Medan.top – Stimulus Amerika Serikat (AS) yang sebelumnya membuat pasar keuangan global dibanjiri oleh likuiditas US Dolar, dan membuat harga emas naik. Namun kondisinya saat ini berbalik. Stimulus fiskal sebanyak Rp 27 triliun di AS berpeluang membuat harga emas turun dalam jangka panjang.
Ekonom Sumatera Utara (Sumut), Gunawan Benjamin menjelaskan persoalan turunnya harga emas ini bukan di stimulus. Tetapi masalahnya ada di inflasi. Inflasi yang terjadi di AS menunjukan ekonomi AS tengah mengalami ekspansi. Data ekonomi yang muncul belakangan ini juga cukup optimis dalam menopang kinerja ekonomi AS dalam jangka panjang.
“Data inflasi, ketenagakerjaan, pengangguran hingga data ekonomi lain membuktikan pemulihan mulai terlihat,” terangnya, Jumat (12/3/2021).

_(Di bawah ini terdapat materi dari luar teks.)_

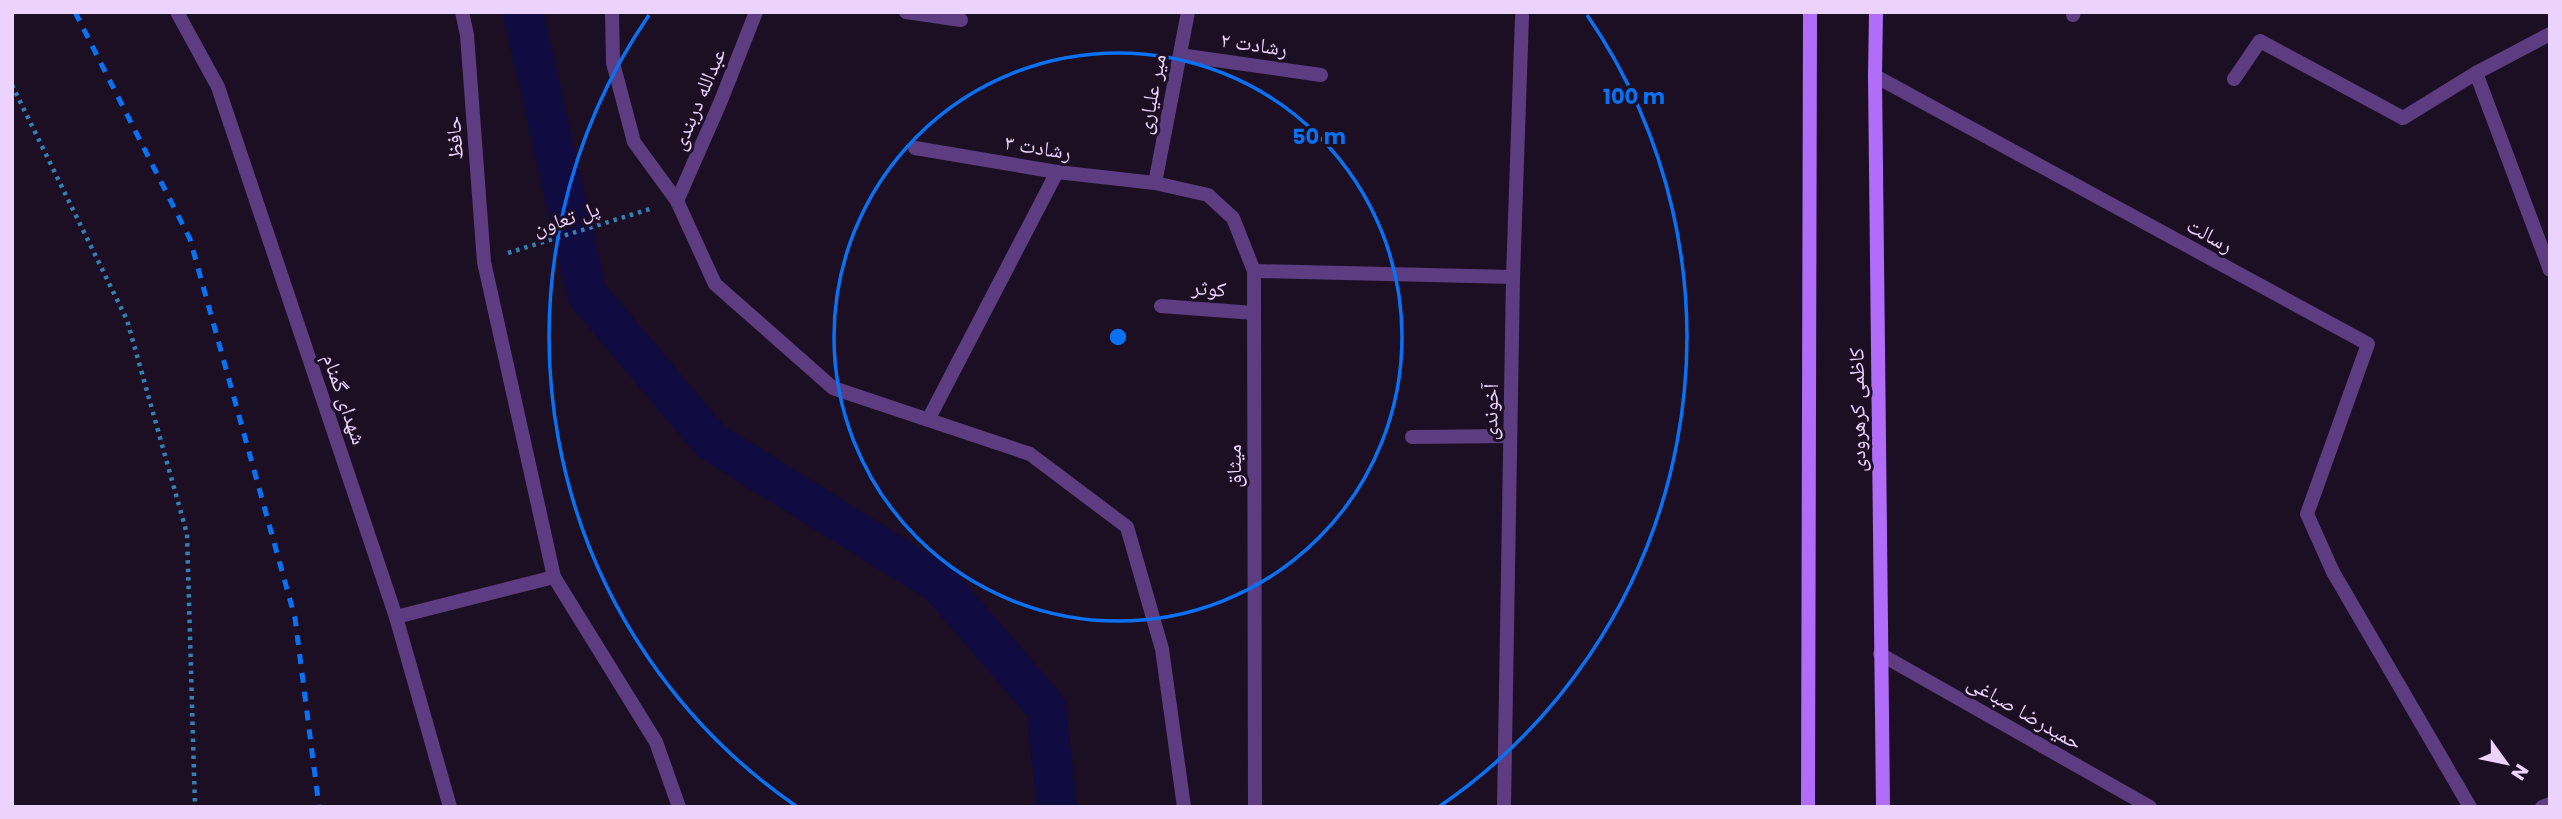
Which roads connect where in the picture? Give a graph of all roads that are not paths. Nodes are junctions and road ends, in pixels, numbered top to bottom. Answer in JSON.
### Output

Harga Emas Akan Kian Terpuruk
Kata dia, data ekonomi yang cukup solid tersebut berpeluang menekan kinerja harga emas. Harga emas yang saat ini masih berkutat di kisaran $ 1.700 per ons troy berpeluang untuk mengalami penurunan dalam jangka panjang. Dan jika stimulus jumbo yang digelontorkan saat ini justru memicu inflasi. “Maka besar kemungkinan emas akan kian terpuruk lagi nantinya,” terangnya.
Gunawan mengungkapkan tren permintaan US Dolar berpeluang meningkat nantinya. Seiring dengan pemulihan ekonomi Amerika Serikat itu sendiri. Dan jika dibarengi dengan pengendalian pandemi Covid-19, serta membaiknya hubungan dagang dua negara besar seperti AS dan China. Maka emas akan semakin terpuruk. “Jadi sebaiknya berhati-hati untuk berinvestasi emas di tengah kondisi pemulihan ekonomi yang mulai terlihat saat ini,” ucap Gunawan Benjamin.
“Saya melihat harga emas berpeluang untuk turun dalam rentang $ 1.200 hingga $ 1.500 per ons troy. Dan berpeluang bertahan rendah dalam jangka panjang. Saya melihat emas akan sulit naik setidaknya dalam kurun waktu 3 tahun yang akan datang, dengan meletakkan dasar asumsi kinerja ekonomi yang seperti saya sebutkan sebelumnya,” terang dosen UISU ini.